= Supplied data =
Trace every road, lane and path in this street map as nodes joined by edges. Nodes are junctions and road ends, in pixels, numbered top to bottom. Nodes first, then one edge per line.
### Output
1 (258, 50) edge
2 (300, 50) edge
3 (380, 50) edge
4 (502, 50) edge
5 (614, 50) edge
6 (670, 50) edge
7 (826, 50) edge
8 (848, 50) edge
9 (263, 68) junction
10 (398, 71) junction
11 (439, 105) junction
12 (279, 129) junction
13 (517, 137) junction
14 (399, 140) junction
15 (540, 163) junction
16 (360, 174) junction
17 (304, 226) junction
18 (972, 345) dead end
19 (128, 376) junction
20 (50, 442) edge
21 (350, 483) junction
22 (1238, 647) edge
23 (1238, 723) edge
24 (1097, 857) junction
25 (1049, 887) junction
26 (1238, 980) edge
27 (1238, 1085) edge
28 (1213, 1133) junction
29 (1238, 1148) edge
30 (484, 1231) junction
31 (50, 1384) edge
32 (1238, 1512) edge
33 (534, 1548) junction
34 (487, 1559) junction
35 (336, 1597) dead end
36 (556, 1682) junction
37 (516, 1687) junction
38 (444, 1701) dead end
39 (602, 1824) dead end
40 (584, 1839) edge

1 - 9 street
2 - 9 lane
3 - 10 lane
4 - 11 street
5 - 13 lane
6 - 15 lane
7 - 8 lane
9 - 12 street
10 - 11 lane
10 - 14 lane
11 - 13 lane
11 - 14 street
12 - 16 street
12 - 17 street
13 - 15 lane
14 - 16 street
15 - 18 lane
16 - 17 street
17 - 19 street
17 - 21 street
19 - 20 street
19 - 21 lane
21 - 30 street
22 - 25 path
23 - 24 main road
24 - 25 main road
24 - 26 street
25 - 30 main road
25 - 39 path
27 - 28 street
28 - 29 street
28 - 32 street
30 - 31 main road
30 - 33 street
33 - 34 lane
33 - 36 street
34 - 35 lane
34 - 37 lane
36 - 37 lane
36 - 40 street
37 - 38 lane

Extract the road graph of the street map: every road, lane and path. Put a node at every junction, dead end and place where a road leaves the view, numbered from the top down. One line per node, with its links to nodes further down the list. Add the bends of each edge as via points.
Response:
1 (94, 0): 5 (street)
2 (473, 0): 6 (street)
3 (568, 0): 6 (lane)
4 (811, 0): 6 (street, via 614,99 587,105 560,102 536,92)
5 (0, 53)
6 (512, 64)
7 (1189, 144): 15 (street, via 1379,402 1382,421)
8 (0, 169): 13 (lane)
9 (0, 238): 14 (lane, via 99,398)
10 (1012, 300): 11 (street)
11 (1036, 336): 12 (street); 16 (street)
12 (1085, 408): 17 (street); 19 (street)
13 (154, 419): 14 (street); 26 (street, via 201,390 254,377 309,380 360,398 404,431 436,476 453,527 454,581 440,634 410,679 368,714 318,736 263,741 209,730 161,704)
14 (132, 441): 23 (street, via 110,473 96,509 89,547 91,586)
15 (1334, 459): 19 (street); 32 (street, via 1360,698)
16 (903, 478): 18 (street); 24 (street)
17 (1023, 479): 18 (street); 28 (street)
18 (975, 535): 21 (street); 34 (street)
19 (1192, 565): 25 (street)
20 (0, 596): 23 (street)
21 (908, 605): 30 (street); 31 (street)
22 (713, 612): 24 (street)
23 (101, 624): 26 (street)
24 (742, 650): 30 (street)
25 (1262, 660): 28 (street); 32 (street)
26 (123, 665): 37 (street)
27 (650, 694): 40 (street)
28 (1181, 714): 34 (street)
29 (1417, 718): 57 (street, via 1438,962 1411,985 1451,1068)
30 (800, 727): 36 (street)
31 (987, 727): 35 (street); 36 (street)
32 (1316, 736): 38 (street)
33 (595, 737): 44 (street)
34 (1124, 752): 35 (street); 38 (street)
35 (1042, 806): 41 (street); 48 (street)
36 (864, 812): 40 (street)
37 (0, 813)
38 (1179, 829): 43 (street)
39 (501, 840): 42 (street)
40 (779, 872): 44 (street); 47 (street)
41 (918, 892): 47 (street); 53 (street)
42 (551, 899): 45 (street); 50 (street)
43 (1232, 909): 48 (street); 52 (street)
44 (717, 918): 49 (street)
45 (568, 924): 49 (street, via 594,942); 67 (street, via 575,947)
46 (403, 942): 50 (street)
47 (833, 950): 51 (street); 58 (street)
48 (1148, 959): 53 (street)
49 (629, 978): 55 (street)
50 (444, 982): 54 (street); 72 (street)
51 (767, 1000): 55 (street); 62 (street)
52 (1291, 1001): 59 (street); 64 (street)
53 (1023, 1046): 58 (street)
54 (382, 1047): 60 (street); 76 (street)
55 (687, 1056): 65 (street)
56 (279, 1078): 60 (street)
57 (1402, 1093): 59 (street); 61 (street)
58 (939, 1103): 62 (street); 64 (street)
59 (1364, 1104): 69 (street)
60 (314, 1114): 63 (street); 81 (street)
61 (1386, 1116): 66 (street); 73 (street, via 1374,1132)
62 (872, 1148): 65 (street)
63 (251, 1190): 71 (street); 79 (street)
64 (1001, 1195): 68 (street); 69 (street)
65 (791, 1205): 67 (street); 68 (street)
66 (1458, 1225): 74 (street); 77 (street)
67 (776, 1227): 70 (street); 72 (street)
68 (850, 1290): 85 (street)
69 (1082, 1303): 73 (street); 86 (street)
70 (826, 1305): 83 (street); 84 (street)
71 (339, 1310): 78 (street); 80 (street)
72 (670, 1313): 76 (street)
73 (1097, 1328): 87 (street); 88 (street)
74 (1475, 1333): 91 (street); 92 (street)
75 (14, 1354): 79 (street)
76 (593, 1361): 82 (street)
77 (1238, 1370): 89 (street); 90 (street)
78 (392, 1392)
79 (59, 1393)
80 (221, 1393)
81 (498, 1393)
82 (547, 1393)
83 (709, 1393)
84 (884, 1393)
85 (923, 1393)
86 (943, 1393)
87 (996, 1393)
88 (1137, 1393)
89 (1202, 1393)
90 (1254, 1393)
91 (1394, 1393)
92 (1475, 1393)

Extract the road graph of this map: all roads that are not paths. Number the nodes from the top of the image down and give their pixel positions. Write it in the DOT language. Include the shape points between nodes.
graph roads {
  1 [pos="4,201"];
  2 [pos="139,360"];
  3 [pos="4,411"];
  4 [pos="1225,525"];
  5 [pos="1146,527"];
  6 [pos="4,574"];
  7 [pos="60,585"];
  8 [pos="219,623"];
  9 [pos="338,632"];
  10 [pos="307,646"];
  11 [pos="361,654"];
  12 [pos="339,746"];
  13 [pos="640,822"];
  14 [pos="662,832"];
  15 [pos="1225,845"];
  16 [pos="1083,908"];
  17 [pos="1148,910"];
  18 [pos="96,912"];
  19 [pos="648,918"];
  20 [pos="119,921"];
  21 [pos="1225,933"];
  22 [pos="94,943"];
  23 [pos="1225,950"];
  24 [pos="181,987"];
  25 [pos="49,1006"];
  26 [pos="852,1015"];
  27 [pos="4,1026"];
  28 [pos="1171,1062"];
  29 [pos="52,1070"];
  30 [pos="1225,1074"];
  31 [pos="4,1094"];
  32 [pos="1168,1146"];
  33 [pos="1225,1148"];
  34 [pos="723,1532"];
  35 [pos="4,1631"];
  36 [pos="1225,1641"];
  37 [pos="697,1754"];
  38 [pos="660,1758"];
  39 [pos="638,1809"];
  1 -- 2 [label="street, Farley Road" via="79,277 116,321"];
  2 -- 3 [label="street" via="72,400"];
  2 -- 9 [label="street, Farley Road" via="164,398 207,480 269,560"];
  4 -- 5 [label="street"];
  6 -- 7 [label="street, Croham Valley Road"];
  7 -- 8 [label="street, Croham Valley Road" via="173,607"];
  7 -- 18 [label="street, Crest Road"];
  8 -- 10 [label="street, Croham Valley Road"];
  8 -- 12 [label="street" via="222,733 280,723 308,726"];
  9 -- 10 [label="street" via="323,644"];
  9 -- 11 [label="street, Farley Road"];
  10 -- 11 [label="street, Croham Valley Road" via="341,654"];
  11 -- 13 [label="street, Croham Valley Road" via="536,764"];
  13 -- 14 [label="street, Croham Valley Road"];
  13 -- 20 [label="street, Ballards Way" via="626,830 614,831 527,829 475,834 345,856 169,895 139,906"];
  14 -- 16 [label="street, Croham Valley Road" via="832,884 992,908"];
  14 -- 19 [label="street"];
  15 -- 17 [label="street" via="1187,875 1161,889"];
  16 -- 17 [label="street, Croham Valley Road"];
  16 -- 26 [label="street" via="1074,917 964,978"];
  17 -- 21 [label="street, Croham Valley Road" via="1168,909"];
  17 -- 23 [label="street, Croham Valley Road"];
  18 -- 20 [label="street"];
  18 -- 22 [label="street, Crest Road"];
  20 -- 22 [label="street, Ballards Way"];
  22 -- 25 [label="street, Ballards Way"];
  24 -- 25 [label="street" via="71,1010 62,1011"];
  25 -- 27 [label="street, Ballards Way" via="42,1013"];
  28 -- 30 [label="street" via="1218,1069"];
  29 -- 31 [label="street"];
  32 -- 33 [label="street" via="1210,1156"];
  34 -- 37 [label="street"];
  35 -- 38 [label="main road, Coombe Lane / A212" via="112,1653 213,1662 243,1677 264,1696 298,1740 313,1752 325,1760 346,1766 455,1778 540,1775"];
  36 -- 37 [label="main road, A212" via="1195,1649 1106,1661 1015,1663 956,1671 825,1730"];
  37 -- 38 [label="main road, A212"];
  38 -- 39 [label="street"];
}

= Prompt =
In the data above, find the line that contains "Extract the road graph of the", then reproduce exactly every line from the first line through that line.

= Output of the task =
Trace every road, lane and path in this street map as nodes joined by edges. Nodes are junctions and road ends, in pixels, numbered top to bottom. Nodes first, then one edge per line.
### Output
1 (258, 50) edge
2 (300, 50) edge
3 (380, 50) edge
4 (502, 50) edge
5 (614, 50) edge
6 (670, 50) edge
7 (826, 50) edge
8 (848, 50) edge
9 (263, 68) junction
10 (398, 71) junction
11 (439, 105) junction
12 (279, 129) junction
13 (517, 137) junction
14 (399, 140) junction
15 (540, 163) junction
16 (360, 174) junction
17 (304, 226) junction
18 (972, 345) dead end
19 (128, 376) junction
20 (50, 442) edge
21 (350, 483) junction
22 (1238, 647) edge
23 (1238, 723) edge
24 (1097, 857) junction
25 (1049, 887) junction
26 (1238, 980) edge
27 (1238, 1085) edge
28 (1213, 1133) junction
29 (1238, 1148) edge
30 (484, 1231) junction
31 (50, 1384) edge
32 (1238, 1512) edge
33 (534, 1548) junction
34 (487, 1559) junction
35 (336, 1597) dead end
36 (556, 1682) junction
37 (516, 1687) junction
38 (444, 1701) dead end
39 (602, 1824) dead end
40 (584, 1839) edge

1 - 9 street
2 - 9 lane
3 - 10 lane
4 - 11 street
5 - 13 lane
6 - 15 lane
7 - 8 lane
9 - 12 street
10 - 11 lane
10 - 14 lane
11 - 13 lane
11 - 14 street
12 - 16 street
12 - 17 street
13 - 15 lane
14 - 16 street
15 - 18 lane
16 - 17 street
17 - 19 street
17 - 21 street
19 - 20 street
19 - 21 lane
21 - 30 street
22 - 25 path
23 - 24 main road
24 - 25 main road
24 - 26 street
25 - 30 main road
25 - 39 path
27 - 28 street
28 - 29 street
28 - 32 street
30 - 31 main road
30 - 33 street
33 - 34 lane
33 - 36 street
34 - 35 lane
34 - 37 lane
36 - 37 lane
36 - 40 street
37 - 38 lane

Extract the road graph of the street map: every road, lane and path. Put a node at every junction, dead end and place where a road leaves the view, numbered from the top down. One line per node, with its links to nodes further down the list. Add the bends of each edge as via points.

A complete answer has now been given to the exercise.